Treated joints demonstrated reduced cartilage destruction, osteophyte formation and subchondral bone sclerosis versus controls, and meniscal restoration was noted at six weeks, suggesting a potential therapeutic use for MSCs in OA (Murphy et al, 2003). Stem cells have been used in horses with stifle injuries following arthroscopic surgery, with some indications of favourable outcome, particularly in more severely affected joints (Ferris et al, 2014).
Polyacrylamide hydrogel consists of 97.5% water and 2.5% cross-linked polyacrylamide. The molecule is homogeneous, biocompatible, non-degradable and does not migrate, but integrates with host tissues. Since the hydrogel is non-absorbable, it is suggested to provide augmentation lasting years.
Though in equine terms its use is in its infancy, it has been used for more than a decade in human medicine, with an excellent safety profile. Its mechanism of action is thought to be due to a physical cushioning effect, and it is administered at 1ml to 2ml per joint, depending on the joint size. Initial results are encouraging, with up to 82.5% of treated horses being non-lame at 24-month follow-up, with joint effusion also decreasing over time (Tnibar et al, 2015), when a single fetlock or carpal joint was affected.
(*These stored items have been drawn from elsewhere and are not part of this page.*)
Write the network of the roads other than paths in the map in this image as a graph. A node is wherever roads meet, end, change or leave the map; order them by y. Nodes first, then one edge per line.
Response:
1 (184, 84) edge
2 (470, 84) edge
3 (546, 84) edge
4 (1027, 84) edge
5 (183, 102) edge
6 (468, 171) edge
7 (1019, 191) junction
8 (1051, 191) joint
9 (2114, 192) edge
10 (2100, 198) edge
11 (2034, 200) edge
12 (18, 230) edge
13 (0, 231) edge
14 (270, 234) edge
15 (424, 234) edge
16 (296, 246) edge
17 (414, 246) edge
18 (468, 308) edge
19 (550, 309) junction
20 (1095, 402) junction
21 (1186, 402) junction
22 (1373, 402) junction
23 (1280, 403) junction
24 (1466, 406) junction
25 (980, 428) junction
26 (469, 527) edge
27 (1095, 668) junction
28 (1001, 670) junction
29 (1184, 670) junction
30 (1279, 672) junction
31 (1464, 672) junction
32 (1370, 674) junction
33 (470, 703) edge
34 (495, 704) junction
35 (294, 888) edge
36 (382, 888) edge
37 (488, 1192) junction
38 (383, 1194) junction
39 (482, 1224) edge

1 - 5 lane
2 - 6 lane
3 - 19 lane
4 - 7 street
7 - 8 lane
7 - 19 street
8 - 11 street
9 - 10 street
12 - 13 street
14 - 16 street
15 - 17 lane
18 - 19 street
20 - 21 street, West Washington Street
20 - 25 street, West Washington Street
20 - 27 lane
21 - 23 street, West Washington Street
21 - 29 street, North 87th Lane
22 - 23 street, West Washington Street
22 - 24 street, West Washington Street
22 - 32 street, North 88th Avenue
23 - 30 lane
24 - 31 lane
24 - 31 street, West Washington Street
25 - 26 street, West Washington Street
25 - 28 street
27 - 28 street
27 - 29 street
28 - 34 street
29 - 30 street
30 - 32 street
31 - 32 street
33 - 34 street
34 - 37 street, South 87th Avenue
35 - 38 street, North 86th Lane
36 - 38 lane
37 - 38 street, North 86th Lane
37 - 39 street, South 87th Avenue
No adverse effects have been recorded. Its effects are reported to be incremental, with a steady improvement in lameness over eight months after a single injection.
Numerous indications for arthroscopic surgery exist for diagnostic or treatment purposes. However, an exhaustive list will not be described here. One common indication for surgical management is for the treatment of OCD. OCD is a dynamic process in horses younger than 12 months, and some lesions heal naturally; some tarsocrural lesions have been shown to resolve radiographically in foals aged up to 5 months and some femoropatellar lesions up to the age of 8 to 12 months (Dik et al, 1999). Beyond this time, lesions tend to persist.
Those lesions associated with lameness or significant effusion are unlikely to heal without intervention and, in these cases, arthroscopic debridement is indicated. Additionally, many clinically silent lesions are surgically managed for sales purposes – for example, prior to Thoroughbred yearling sales.
Removal of OCD fragments in other breeds, in the absence of clinical signs, is debatable, and often the decision is based on owner and/or surgeon preference. Arthroscopy can be used simultaneously as a method of diagnosis and treatment when radiographic findings are inconclusive.
Another indication for surgical intervention includes selected cases of traumatic injury. This may be for the management of synovial sepsis or for debridement of intra-articular soft tissues, damage to which may result in fibre prolapse and, therefore, drive synovitis and the development of OA. Additionally, many intra-articular fractures are amenable to arthroscopic surgery, which may facilitate fragment removal or fracture fixation, depending on the nature of the fracture. Other indications include debridement of articular cartilage lesions, with or without stimulated endogenous cartilage repair.
In summary, the main aims of treatment in equine joint disease are to control the intra-articular inflammation to reduce cartilage damage and degeneration. Often, a combination of treatments is superior to one treatment modality alone.